SLCC Library Services is available to support you in a variety of ways throughout your academic career. Three main types of resources are provided: digital, physical, and personal.

Icons of a computer screen, a stack of books, and a group of three people

Digital Resources

Use the Library's webpage as your starting place for digital resources and services. Among other resources and services, find:

Physical Resources

The SLCC Library has four physical libraries, located at the Taylorsville-Redwood, South City, Jordan, and Miller campuses. Each library has study spaces for you to use, access to physical library resources (books, DVDs, magazines, and more), course reserves, open computer lab access, and printing capabilities.

Personal Resources

All of the Library's staff love working with students! Please feel free to reach out if you have questions or would like assistance. We can help students:

  • Develop research topics/questions
  • Find books, articles, videos, etc. for research projects
  • Evaluate information sources
  • Cite sources properly
  • Connect to resources that help them achieve academic success

Beyond the SLCC Library

If you need sources beyond what the Library has available, you have a few options:

You can use other university or college libraries in the state through the UALC (Utah Academic Library Consortium) agreement. To do so, show your ID card and bring proof you are a current student at SLCC. Log in with a guest pass and use their databases there, or borrow their books. Check with each partner institution for their specific requirements; it never hurts to call ahead and confirm your plans!

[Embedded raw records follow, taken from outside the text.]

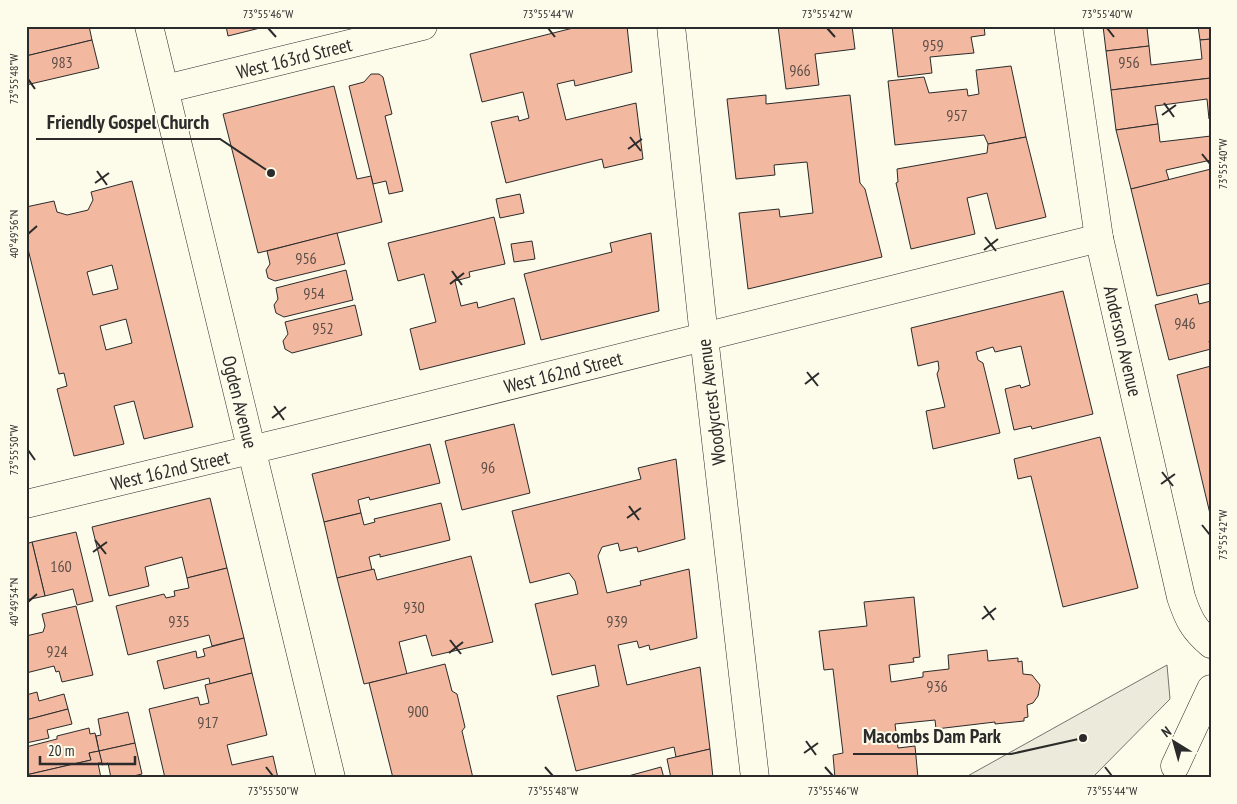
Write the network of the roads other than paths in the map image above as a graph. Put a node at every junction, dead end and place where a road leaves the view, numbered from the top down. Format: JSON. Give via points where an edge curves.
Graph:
{"nodes":[{"id":1,"x":149,"y":26,"type":"edge"},
{"id":2,"x":423,"y":26,"type":"edge"},
{"id":3,"x":671,"y":26,"type":"edge"},
{"id":4,"x":1068,"y":26,"type":"edge"},
{"id":5,"x":165,"y":89,"type":"junction"},
{"id":6,"x":1099,"y":238,"type":"junction"},
{"id":7,"x":704,"y":337,"type":"junction"},
{"id":8,"x":252,"y":450,"type":"junction"},
{"id":9,"x":26,"y":504,"type":"edge"},
{"id":10,"x":1211,"y":644,"type":"edge"},
{"id":11,"x":1211,"y":689,"type":"edge"},
{"id":12,"x":1211,"y":727,"type":"edge"},
{"id":13,"x":1169,"y":772,"type":"edge"},
{"id":14,"x":331,"y":778,"type":"edge"},
{"id":15,"x":755,"y":778,"type":"edge"}],
"edges":[{"from":1,"to":5,"type":"street","name":"Ogden Avenue"},
{"from":2,"to":5,"type":"street","name":"West 163rd Street"},
{"from":3,"to":7,"type":"street","name":"Woodycrest Avenue"},
{"from":4,"to":6,"type":"street","name":"Anderson Avenue"},
{"from":5,"to":8,"type":"street","name":"Ogden Avenue"},
{"from":6,"to":7,"type":"street","name":"West 162nd Street"},
{"from":6,"to":10,"type":"street","name":"Anderson Avenue","via":[[1181,597],[1193,626]]},
{"from":7,"to":8,"type":"street","name":"West 162nd Street"},
{"from":7,"to":15,"type":"street","name":"Woodycrest Avenue"},
{"from":8,"to":9,"type":"street","name":"West 162nd Street"},
{"from":8,"to":14,"type":"street","name":"Ogden Avenue"},
{"from":11,"to":13,"type":"street"},
{"from":12,"to":13,"type":"street"}]}
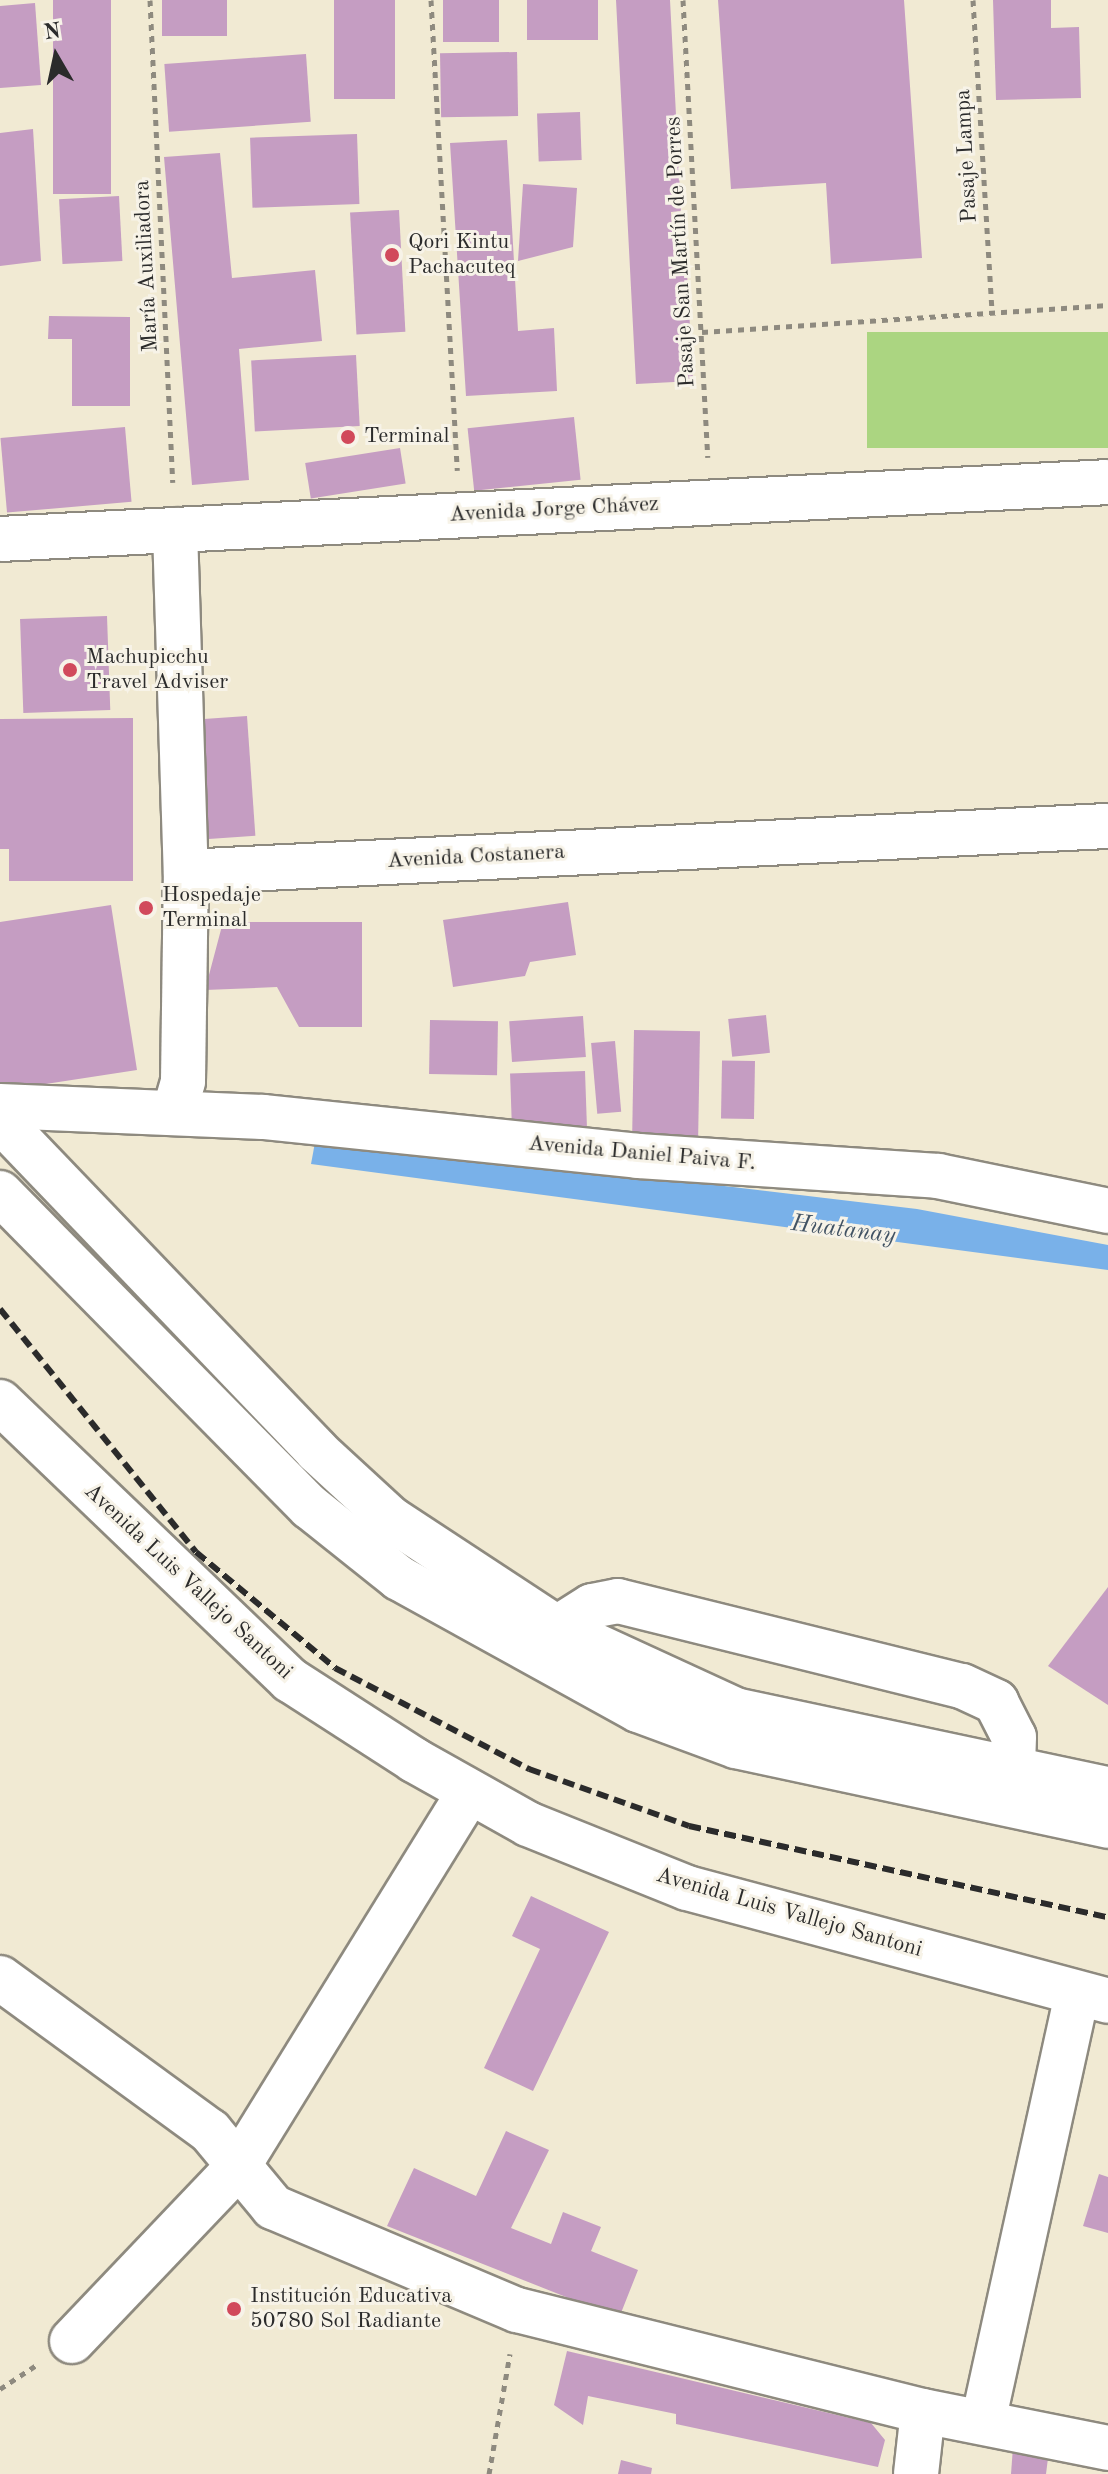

Use a general web search engine! This is a great way to get ideas for topics to research, learn more about topics that are new to you, find keywords or related terms to search with, and find additional sources. Library resources don't include sources like government websites, social media, blogs, etc. that may be useful in your research based on the context of what information you need and what project you are working on. A librarian can help you sort this out!